ГЛАВА VII. НЕСМОТРЯ НА РЕШЕТКУ

   Так сидели они в темноте на деревянных ступеньках, потому что каменный пол был слишком холодный; время от времени они выпивали глоток вина, иначе бы их уже мучил кашель и била лихорадочная дрожь. Они не рассчитывали на то, что наступление дня чем-нибудь им поможет, так как не представляли себе, что солнечный свет сможет проникнуть в подземелье. Сейчас ими овладело уныние. Они уже оставили свои тщетные попытки открыть дубовый люк, безжалостно державший их в плену. Может быть, их так и оставят тут умирать с голоду; может быть, вызовут вооруженный отряд охотников за беглыми рабами, которые доставят их обратно, в дом господина, где их, конечно, обвинят в убийстве того человека, на холме. А тогда их ожидает смерть на кресте. Неизвестно, какой . конец хуже.
   Но они были сильно утомлены и, несмотря на холод, от усталости и выпитого вина заснули беспокойным сном. Бренн проснулся оттого, что Марон тряс его за плечо.
   – Гляди!
   Бренн открыл глаза. Сквозь еле видимую щель справа, за полками. проникал слабый свет. А что особенного было в наступлении дня? Но тут он вспомнил, где находится, вспомнил, что, проснувшись, не мог ожидать ничего, кроме все того же ужасного мрака, который давил на глаза, как тяжелая повязка.
   В погреб проникал свет! Мальчики вскочили, хотя все тело у них ныло и дрожало от холода, и бросились к отверстию, которое слабо освещало подвал. Вместе со светом к ним возвратилась надежда. Они поспешно сорвали полку и осмотрели отверстие. В стене проделано было нечто вроде наклонного хода наружу, слишком узкого для взрослого человека, но достаточно широкого для мальчика, который решился бы на попытку ползти в таком тесном пространстве. Но в конце этого прохода, сделанного для доступа света и свежего воздуха, имелась решетка – три железных прута.

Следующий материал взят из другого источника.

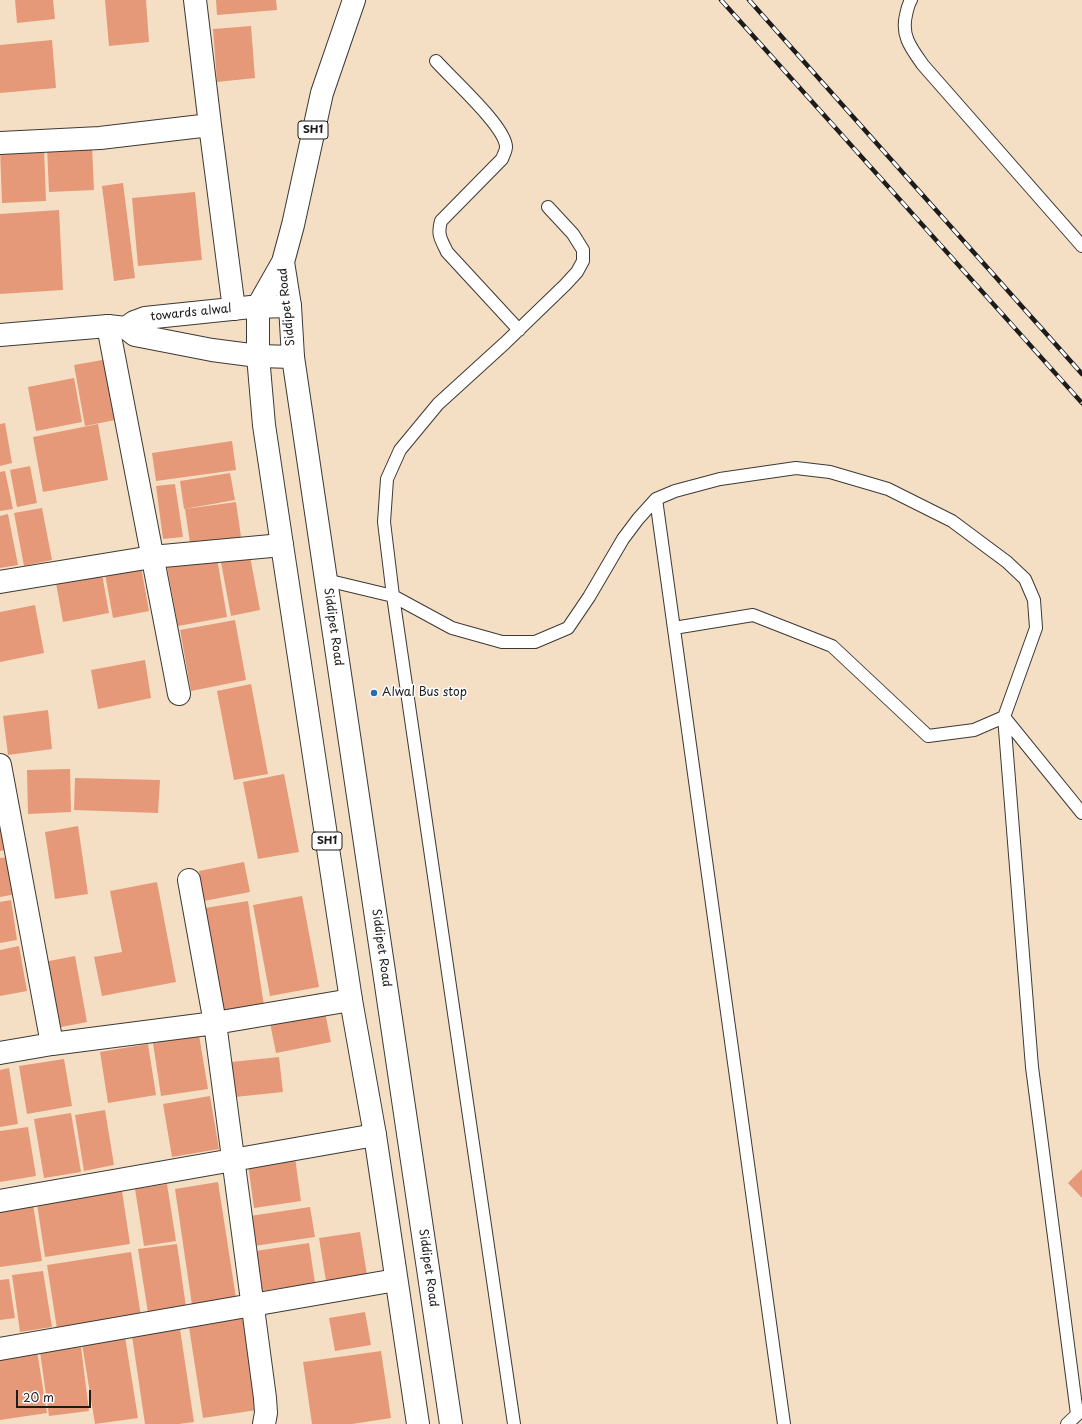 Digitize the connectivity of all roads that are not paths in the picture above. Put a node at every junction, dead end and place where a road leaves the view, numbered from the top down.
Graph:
1 (195, 0) edge
2 (354, 0) edge
3 (911, 0) edge
4 (436, 62) dead end
5 (210, 125) junction
6 (0, 143) edge
7 (548, 207) dead end
8 (1082, 246) edge
9 (282, 262) junction
10 (258, 306) junction
11 (290, 306) junction
12 (234, 309) junction
13 (117, 327) junction
14 (519, 330) junction
15 (0, 335) edge
16 (258, 356) junction
17 (292, 357) junction
18 (656, 499) junction
19 (282, 545) junction
20 (152, 557) junction
21 (326, 580) junction
22 (0, 582) edge
23 (393, 596) junction
24 (674, 628) junction
25 (179, 694) dead end
26 (1004, 717) junction
27 (0, 765) edge
28 (1082, 813) edge
29 (189, 880) dead end
30 (351, 1000) junction
31 (215, 1023) junction
32 (52, 1044) junction
33 (0, 1053) edge
34 (375, 1135) junction
35 (232, 1159) junction
36 (0, 1201) edge
37 (396, 1280) junction
38 (253, 1305) junction
39 (0, 1349) edge
40 (1080, 1412) edge
41 (264, 1424) edge
42 (418, 1424) edge
43 (451, 1424) edge
44 (514, 1424) edge
45 (784, 1424) edge
46 (1067, 1424) edge

1 - 5 street
2 - 9 street, SH1
3 - 8 lane
4 - 14 lane
5 - 6 street
5 - 12 street
7 - 14 lane
9 - 10 street, Siddipet Road / SH1
9 - 11 street, Siddipet Road / SH1
10 - 11 street, towards alwal
10 - 12 street, towards alwal
10 - 16 street, Siddipet Road / SH1
11 - 17 street, Siddipet Road / SH1
12 - 13 street, towards alwal
13 - 15 street, towards alwal
13 - 16 street
13 - 20 street
14 - 23 lane
16 - 17 street
16 - 19 street, Siddipet Road / SH1
17 - 21 street, Siddipet Road / SH1
18 - 23 lane
18 - 24 lane
18 - 26 lane
19 - 20 street
19 - 30 street, Siddipet Road / SH1
20 - 22 street
20 - 25 street
21 - 23 lane
21 - 43 street, Siddipet Road / SH1
23 - 44 lane
24 - 26 lane
24 - 45 lane
26 - 28 lane
26 - 40 lane
27 - 32 street
29 - 31 street
30 - 31 street
30 - 34 street, Siddipet Road / SH1
31 - 32 street
31 - 35 street
32 - 33 street
34 - 35 street
34 - 37 street, Siddipet Road / SH1
35 - 36 street
35 - 38 street
37 - 38 street
37 - 42 street, Siddipet Road / SH1
38 - 39 street
38 - 41 street
40 - 46 lane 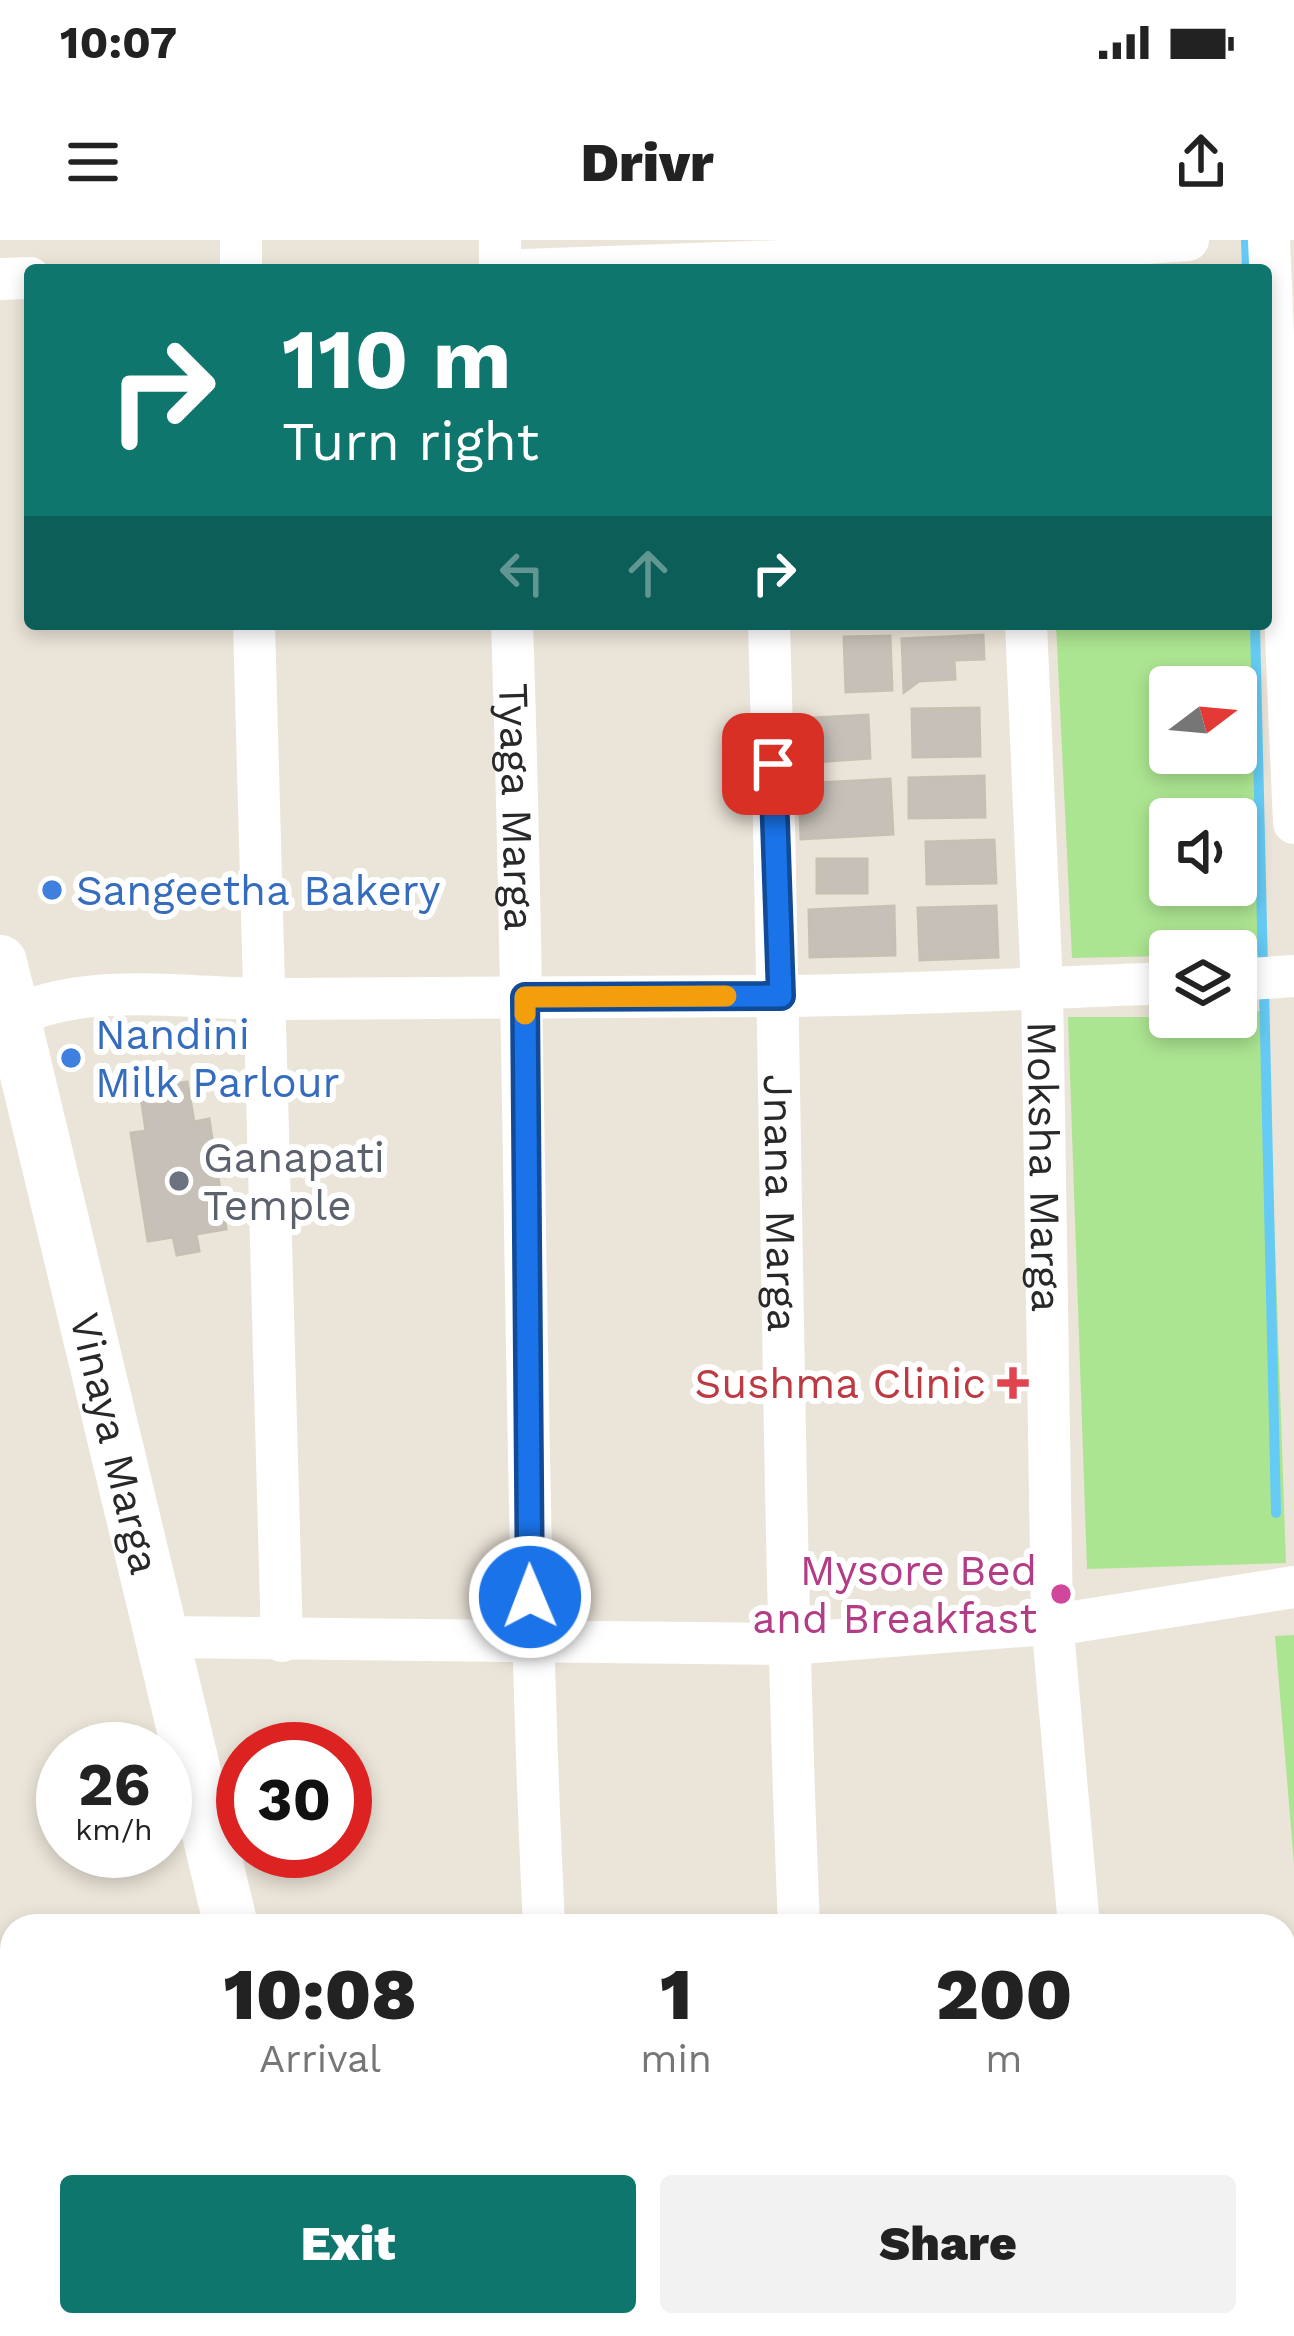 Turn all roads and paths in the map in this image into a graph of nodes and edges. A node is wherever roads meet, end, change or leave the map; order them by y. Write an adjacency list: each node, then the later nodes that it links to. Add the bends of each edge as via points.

   – Нам их никогда не выломать, – простонал Бренн.
   – Все равно надо попробовать, – ответил Марон. Он оглядел погреб и выбрал черепок с острым краем. – Ты разве не видишь, что они вделаны в дерево и закреплены только штукатуркой? Если дерево хоть немного подгнило, их нетрудно вынуть, а проход весь покрыт штукатуркой. Ее можно соскоблить, и он тогда расширится.
   Марон тотчас же принялся соскабливать штукатурку. Бренн усердно помогал ему. Вскоре они, дюйм за дюймом, расширили нижнюю часть прохода. Тогда Марон сбросил плащ и тунику, чтобы легче было ползти, и, подставив к стене под самое отверстие бочку, протиснулся в проход и стал продвигаться к решетке, извиваясь и вытягивая руки вперед. Желая помочь ему, Бренн сперва держал его за лодыжки, а потом уперся ладонями в его ступни, чтобы тот имел нечто вроде точки опоры.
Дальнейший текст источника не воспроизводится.